The high-risk psychiatric patient

A woman recently requested a medication evaluation at the suggestion of her psychotherapist.  The caller told me her diagnosis was borderline personality disorder. She hoped medication might ease her anxiety.  She also admitted that two other psychiatrists refused to see her because she was too “high risk.”  I asked if she was suicidal.  Yes, thoughts crossed her mind. However, she never acted on them, and was not suicidal currently.  I was curious whether my colleagues recoiled at the caller’s diagnosis, her suicide risk, her wish for anxiety-relieving medication, or something else.

By definition, “high risk” medical and surgical patients face an increased chance of poor outcome.  According to a British study, high-risk surgical patients are a 12% minority who suffer 80% of all perioperative deaths.  High-risk pregnancies threaten the health or life of the mother or fetus; they constitute six to eight percent of all pregnancies.  Various charts and algorithms identify the high-risk cardiac patient.
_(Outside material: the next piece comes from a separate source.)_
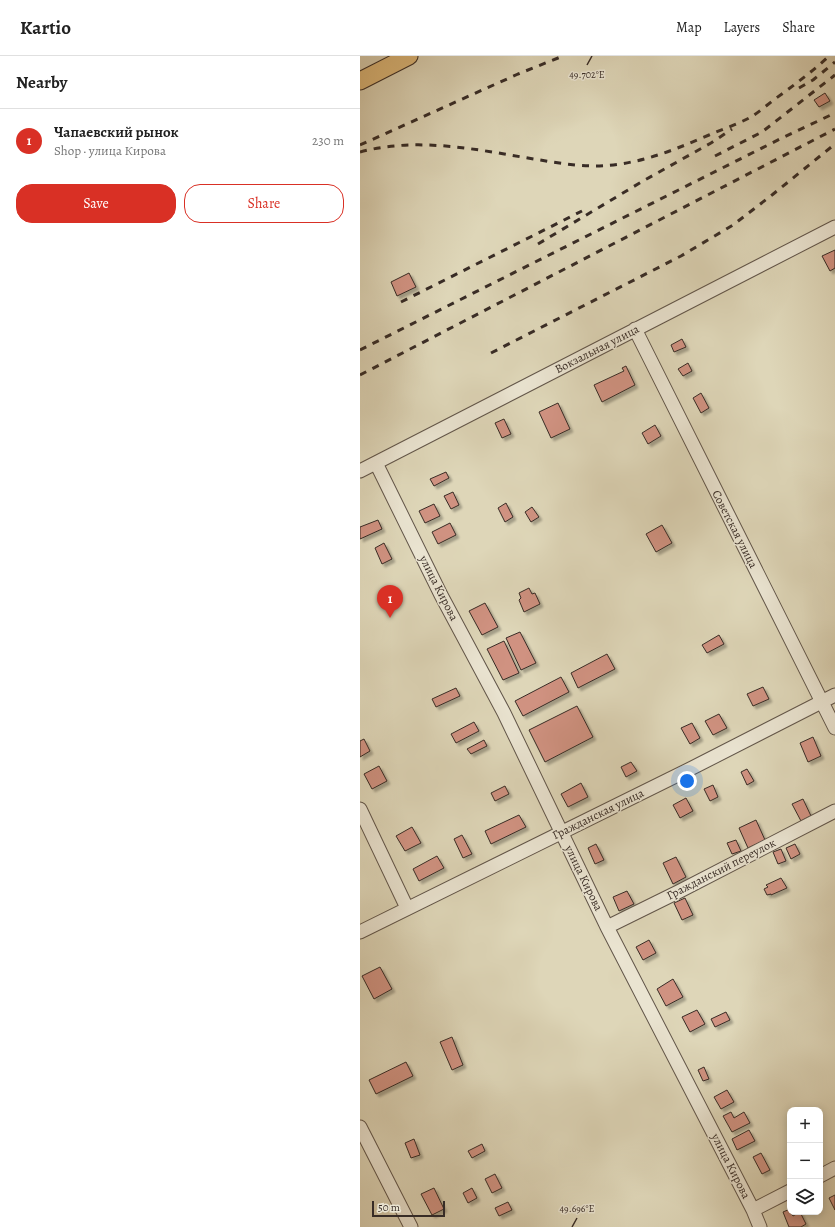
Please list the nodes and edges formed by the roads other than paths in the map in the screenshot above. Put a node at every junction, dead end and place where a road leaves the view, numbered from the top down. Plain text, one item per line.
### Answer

Historically, physicians and surgeons accepted high-risk cases.  As one would expect, these patients had poorer outcomes and higher mortality.  Doctors did the best they could, humbled by their limitations and occasional failures, spurred to treat the next such patient more successfully.  However, recent social changes conspire to blunt this acceptance.  Fear of lawsuits, stemming both from an active medical malpractice bar and patients’ high expectations, means that doctors, too, are at high risk.  Increased reliance on outcome data and online reviews by patients may likewise lead some clinicians to cherry-pick cases that won’t mar their results.  Patients at high medical or surgical risk now have a harder time finding a doctor who will see them.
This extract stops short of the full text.